In recent years, clinic volunteers could be seen escorting patients, some of whom had traveled hundreds of miles, past shouting protesters and graphic posters into the Pink House for a procedure that was becoming increasingly difficult to obtain as legislatures across the South sought to roll back abortion rights.
The clinic was across the street from a bustling retail and dining strip of Jackson’s Fondren neighborhood. On occasion, abortion rights opponents would yell at patrons of nearby businesses.
The once near-daily scenes of demonstrators, some with microphones and bullhorns in tow, and the clinic’s attempts to drown them out with Twisted Sister’s “We’re Not Gonna Take It” prompted the Jackson City Council to pass a noise ordinance in 2019 creating a buffer zone restricting the use of amplifiers near health care facilities. After a legal challenge from abortion opponents, the council repealed the ordinance. The clashes faded last summer when the Pink House shut its doors.
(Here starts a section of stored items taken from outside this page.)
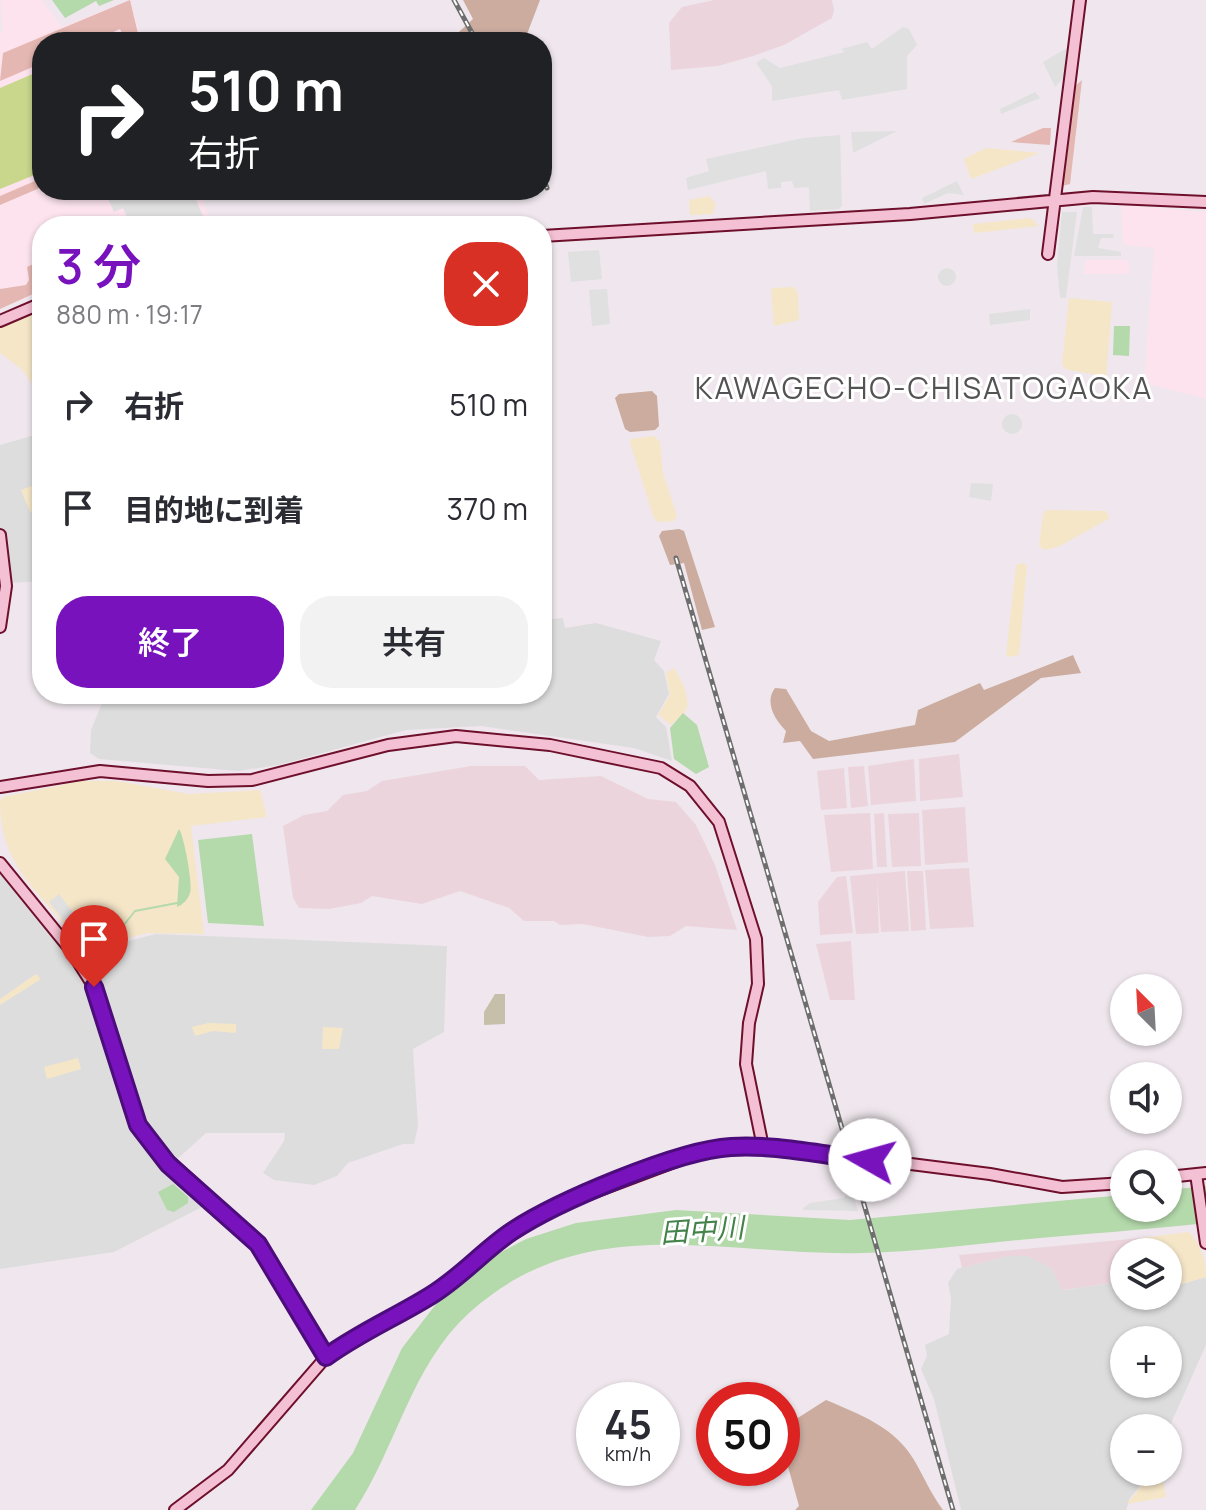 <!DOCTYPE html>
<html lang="ja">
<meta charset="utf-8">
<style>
:root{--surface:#fff;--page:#f2f2f3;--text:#2b2b33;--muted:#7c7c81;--accent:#7712bd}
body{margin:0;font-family:Manrope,"Noto Sans JP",sans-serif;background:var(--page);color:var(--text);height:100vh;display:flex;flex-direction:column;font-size:30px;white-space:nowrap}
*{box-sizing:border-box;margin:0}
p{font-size:26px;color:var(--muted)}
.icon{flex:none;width:44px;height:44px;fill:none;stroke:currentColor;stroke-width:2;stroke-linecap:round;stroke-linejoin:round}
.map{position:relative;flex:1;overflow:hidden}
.drawer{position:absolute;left:32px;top:216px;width:520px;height:488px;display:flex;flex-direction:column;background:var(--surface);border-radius:32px;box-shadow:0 2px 6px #0004}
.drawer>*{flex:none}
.guide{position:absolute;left:32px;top:32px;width:520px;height:168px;border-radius:32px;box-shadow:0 2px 6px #0004;background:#202124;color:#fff;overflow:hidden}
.needle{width:52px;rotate:336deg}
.controls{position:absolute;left:1110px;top:974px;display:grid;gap:16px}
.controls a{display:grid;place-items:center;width:72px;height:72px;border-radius:50%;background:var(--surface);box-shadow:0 2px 6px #0004;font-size:40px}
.speed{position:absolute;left:576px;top:1382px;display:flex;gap:16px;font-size:40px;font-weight:700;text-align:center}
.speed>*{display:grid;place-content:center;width:104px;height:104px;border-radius:50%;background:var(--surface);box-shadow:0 2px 6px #0004;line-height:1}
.speed small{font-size:20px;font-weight:400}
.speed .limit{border:12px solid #d22;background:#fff;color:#111}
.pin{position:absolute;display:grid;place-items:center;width:68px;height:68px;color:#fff;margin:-82px -34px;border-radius:50% 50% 50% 0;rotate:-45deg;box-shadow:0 0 8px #0007}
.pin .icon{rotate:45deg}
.me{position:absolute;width:88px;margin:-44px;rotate:277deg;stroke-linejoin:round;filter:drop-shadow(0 0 6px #0008)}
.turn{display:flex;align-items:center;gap:28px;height:168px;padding:0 24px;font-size:36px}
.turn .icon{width:104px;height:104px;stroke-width:2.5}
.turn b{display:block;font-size:56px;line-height:68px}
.round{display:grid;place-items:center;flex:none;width:84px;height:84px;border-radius:32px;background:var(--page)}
.summary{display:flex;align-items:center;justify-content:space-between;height:136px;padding:0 24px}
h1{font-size:48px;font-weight:600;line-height:60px;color:var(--accent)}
.primary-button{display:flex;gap:16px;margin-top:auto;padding:16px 24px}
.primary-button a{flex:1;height:92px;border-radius:32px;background:var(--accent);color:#fff;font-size:32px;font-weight:600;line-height:92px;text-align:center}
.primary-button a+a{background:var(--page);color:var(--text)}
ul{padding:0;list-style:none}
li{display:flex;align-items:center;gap:24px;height:104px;padding:0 24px}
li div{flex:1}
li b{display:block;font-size:30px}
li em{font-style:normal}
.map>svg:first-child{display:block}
.residential{fill:#ddddde;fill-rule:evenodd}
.education{fill:#fce3ed}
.farmland{fill:#ecd4dc}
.grass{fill:#e5b7b2}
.forest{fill:#cbac9f}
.cemetery{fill:#c6bfaa}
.park{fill:#f5e6c8}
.pitch{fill:#c8d78c}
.parking{fill:#e0e0e0}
.water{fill:#b4d9ab}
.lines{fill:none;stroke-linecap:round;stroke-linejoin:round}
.stream{stroke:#b4d9ab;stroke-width:2}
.secondary-casing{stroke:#6e0f2c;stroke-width:14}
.secondary{stroke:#f4c0d3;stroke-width:10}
.rail-casing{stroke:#6e6e6e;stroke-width:5}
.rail{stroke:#fff;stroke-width:2;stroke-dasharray:6;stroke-linecap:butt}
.route-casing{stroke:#4d0c7b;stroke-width:20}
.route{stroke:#7712bd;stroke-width:14}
.labels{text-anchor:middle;stroke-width:6;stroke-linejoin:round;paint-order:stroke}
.water-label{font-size:28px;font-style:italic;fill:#438248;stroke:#fff}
.quarter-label{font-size:30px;letter-spacing:2px;fill:#535353;stroke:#fff}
</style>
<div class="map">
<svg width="1206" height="1510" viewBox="0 0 1206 1510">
<rect width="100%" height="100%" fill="#efe7ed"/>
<path class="residential" d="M42,433V581L10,583L0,526V445Z
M563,618L565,628L596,623L661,641L654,660L664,671L669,694L656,717L666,727L672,761L634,748L481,726L406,730L279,765L238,771L99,759L90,753L91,730L106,694H542V620Z
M0,874L80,971L91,992L132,1127L154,1156L206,1205L114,1252L0,1269Z
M156,934L447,946L444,1032L413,1049L418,1126L414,1144H403L348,1163L337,1176L314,1185L274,1180L263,1173L284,1141L285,1133H206L174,1162L154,1141L142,1120L105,1001L79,953Z
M1007,1256H1028L1044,1263L1051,1268L1064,1290L1124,1281V1296H1168V1288L1206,1277V1345L1168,1430L1124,1428V1472H1152L1130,1498L1126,1510H961L934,1399L921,1369L927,1356L925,1345L949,1334L951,1298L948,1283L957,1269ZM1124,1340H1168V1384H1124Z"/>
<path class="education" d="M3,0H42L62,27L130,0L143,42H42V190H198L213,226H42V290L0,309V33L3,30L0,2Z
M1121,205L1206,212V399L1144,383L1154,248L1123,245Z
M1086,260H1128L1130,274H1083Z"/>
<path class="farmland" d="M714,0H832L834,10L832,18L784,45L753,56L718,66L671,70L669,23L682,7Z
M959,754L963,797L920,801L919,759Z
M914,759L916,801L871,805L868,766Z
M471,766H525L539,780L601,776L648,799L676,802L696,825L715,865L737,930L686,926L670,936L648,937L583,924L560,925L554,921H524L509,908L460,891L422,904L372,896L361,903L329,909L299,908L293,898L283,826L304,815L327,811L343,795L367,791L382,781Z
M864,766L868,806L851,808L848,767Z
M844,768L847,808L821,810L817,771Z
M965,807L968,862L925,865L922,810Z
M870,813L873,869L831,872L824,815Z
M884,813L887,867H877L874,814Z
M919,813L921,866L892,867L888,814Z
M969,868L974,927L930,929L925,870Z
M905,871L909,931L881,932L877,880L879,933L856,934L850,876Z
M907,871H923L926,930L911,931Z
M846,876L853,933L820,935L818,902L837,877Z
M851,941L855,1000H830L816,944Z
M1141,1238V1252H1124V1281L1063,1290L1051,1268L1028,1256H1007L962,1268L959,1255Z"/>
<path class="grass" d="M130,0L140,42H126L120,29L91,42H42V63L0,81L3,53Z
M1082,80L1070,184L1062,186L1074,87Z
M1043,128H1051L1050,145L1011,142Z
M42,178V187L0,205V196Z
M42,260V290L0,309V289L26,285L29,280L27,267Z"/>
<path class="forest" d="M463,0H540L524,42H448L473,19Z
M652,391L657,396L659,426L655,430L630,432L625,429L615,398L619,394Z
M679,529L684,531L715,627L702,630L684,563L670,565L659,536L662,531Z
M1073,655L1081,673L1041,678L955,742L813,759L800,741L783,743L786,731C775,720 764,702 775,688L786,689L811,731L829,741L915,725L918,710L980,683L984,690Z
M826,1400C859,1414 895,1427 914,1460C924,1477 931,1494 943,1510H795L799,1506L782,1445V1428Z"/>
<path class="cemetery" d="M495,994H505V1024L484,1025V1012Z"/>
<path class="park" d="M986,148L1040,153L971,179L964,159Z
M709,196L716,204L713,214L690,215L689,200Z
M1031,218L1039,226L974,233L973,224Z
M794,287L798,293L799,320L774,326L771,288Z
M1069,298L1112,302L1106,377L1065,369L1062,364Z
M42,308V379L34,386L21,369L0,353V328Z
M654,436L660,442L663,473L677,516L674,521L658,522L654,518L630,443L631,439Z
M42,482V510L30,512L21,490Z
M1047,510L1106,511L1110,518L1058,547L1044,550L1039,546L1043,514Z
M1023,563L1027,566L1019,655L1008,657L1006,656L1016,565Z
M674,668C680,677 693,702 685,712C682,716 675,721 671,725L658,715L670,695L666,673Z
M81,781H118L188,794L260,790L267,817L191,826L204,934L148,933L83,949C47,895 0,873 0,801L3,797Z
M36,974L41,979L0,1005V999Z
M208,1023L236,1024V1033L213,1031L195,1036L192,1027Z
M323,1027L343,1028L339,1049H322Z
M78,1058L81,1069L47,1079L44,1067Z
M1189,1232C1201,1244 1206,1260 1206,1277L1168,1288V1252H1141V1238Z
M1152,1472H1161L1166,1497L1127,1504Z"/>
<path class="pitch" d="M42,70V172L0,189V88Z"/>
<path class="parking" d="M903,27L909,29L917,45L907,56V89L842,100L839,90L772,101V86L756,63L764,58L780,68L845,52L841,49L867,42L872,49Z
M1067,48L1064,77L1055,87L1043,62Z
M1035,92L1040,98L1001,114L1000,109Z
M897,131L853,153L851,132Z
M840,135L842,206L839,209L810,211L809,187L794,188L792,181L781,182V188L768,189L766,171L688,190L686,178L709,171L706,159L803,138Z
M957,181L964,195L948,193L924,204L922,198Z
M104,190H192L207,226H131L123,208L114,212Z
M1083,207H1092L1093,234H1114L1113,238H1101L1098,248L1121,252V256H1074Z
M1062,212H1077L1066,298H1060L1057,266Z
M599,250L602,279L571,282L568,252Z
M938 277a9 9 0 1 1 18 0a9 9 0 1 1-18 0Z
M607,289L610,324L592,326L589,290Z
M1030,309V320L990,325L989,314Z
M1002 424a10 10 0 1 1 20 0a10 10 0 1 1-20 0Z
M971,483L993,484L991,501L969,497Z
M59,894L84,927L75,935L49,902Z
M107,945L112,966L96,970L91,950Z
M839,1166L845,1167L858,1211L804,1210L803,1208L810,1203L844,1198L847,1192Z"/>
<path class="water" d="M52,0H114L99,6L96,1L65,18Z
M1114,326H1130L1129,356L1113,355Z
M683,713L697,725L709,767L696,774L674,759L670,728Z
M179,829C184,836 193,884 190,893C188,899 184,904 177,907L179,877L165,859Z
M252,834L264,926L208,923L198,840Z
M173,1184L188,1197V1203L174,1212L167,1210L158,1192Z
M1206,1186V1223C1144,1230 1082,1234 1019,1240C967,1245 915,1252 863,1253C724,1257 586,1207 469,1313C411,1366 397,1446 355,1510H311L353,1453L402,1348L440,1299L494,1256L526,1239L576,1223L676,1210L850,1220L1124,1195V1208H1168V1190Z"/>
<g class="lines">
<path class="stream" d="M115,936L135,911L177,903"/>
<g class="secondary-casing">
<path id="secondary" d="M542,236L910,214L1093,197L1206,202
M1048,254L1080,0
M0,321L42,303
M0,535L6,586L0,627
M0,787L100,771L208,781L252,780L388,745L456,736L550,745L661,768L690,786L719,822L756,939L758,984L749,1023L746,1064L763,1147
M0,863L70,949L94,987L130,1108L149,1142L258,1244L326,1357
M1196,1174L1206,1243
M1168,1177L1206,1173
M175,1510L228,1470L326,1357L369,1328L432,1295L490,1247L547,1210L709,1149H792L990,1174L1062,1187L1124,1183"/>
</g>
<use href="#secondary" class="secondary"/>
<g class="rail-casing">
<path id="rail" d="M454,0L477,42
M542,176L547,188
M676,558L953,1510"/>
</g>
<use href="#rail" class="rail"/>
</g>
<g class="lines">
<g class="route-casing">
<path id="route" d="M94,987L138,1125L168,1164L258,1244L326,1357C359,1333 396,1317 430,1296C460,1278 483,1251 511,1232C556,1202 678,1150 731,1147C778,1144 824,1156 870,1160"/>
</g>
<use href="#route" class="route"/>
</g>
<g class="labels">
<g class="water-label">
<text transform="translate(702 1230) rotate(-4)" y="10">田中川</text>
</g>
<g class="quarter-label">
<text x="924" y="399">KAWAGECHO-CHISATOGAOKA</text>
</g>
</g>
</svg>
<div class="controls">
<a><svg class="needle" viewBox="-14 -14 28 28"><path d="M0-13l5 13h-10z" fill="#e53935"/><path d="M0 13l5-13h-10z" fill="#7c7c81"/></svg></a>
<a><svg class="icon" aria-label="sound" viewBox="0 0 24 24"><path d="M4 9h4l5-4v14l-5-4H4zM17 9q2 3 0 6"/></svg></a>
<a><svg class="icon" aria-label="search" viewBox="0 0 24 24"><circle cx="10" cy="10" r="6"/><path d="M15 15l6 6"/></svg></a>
<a><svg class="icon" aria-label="layers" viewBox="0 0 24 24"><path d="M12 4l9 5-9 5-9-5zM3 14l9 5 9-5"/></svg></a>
<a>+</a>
<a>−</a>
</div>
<div class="speed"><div>45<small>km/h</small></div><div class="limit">50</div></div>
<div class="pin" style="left:94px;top:987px;background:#d93025"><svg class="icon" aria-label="arrive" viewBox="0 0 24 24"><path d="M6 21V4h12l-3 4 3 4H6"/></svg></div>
<svg class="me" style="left:870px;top:1160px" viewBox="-20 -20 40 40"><circle r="19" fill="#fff"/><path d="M0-13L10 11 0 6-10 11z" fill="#7712bd"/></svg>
<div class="guide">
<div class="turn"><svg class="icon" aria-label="right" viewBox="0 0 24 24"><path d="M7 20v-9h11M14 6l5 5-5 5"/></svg><div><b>510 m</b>右折</div></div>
</div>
<section class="drawer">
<div class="summary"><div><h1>3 分</h1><p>880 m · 19:17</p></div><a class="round" style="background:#d93025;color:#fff"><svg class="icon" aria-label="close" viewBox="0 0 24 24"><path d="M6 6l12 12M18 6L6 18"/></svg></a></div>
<ul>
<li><svg class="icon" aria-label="right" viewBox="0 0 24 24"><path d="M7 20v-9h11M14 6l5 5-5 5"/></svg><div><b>右折</b></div><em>510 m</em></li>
<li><svg class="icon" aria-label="arrive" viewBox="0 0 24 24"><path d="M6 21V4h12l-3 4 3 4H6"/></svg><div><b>目的地に到着</b></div><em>370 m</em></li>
</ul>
<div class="primary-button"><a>終了</a><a>共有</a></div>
</section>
</div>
Roughly three months after the Dobbs v. Jackson Women’s Health Organization decision, 66 clinics in 15 states had stopped providing abortion services, according to the Guttmacher Institute, a research group supporting abortion rights. Twenty-six of those clinics closed their doors altogether.
When Derzis confirmed she was closing the Pink House, there were questions about what would become of the space. At an anti-abortion-rights prayer rally outside of the clinic months before it shuttered, one speaker offered that with Roe gone the building could be repurposed as a church.
Carpenter’s shop primarily sells home furnishing wares. Ornate chandeliers, seagrass-woven chairs and a $1,000 19th-century porcelain bowl are among its recent offerings listed on its Facebook page.
Carpenter declined to discuss whether the building’s past might make it the subject of unwanted attention.
“My hope and my goal is I want it to be a positive thing,” he said.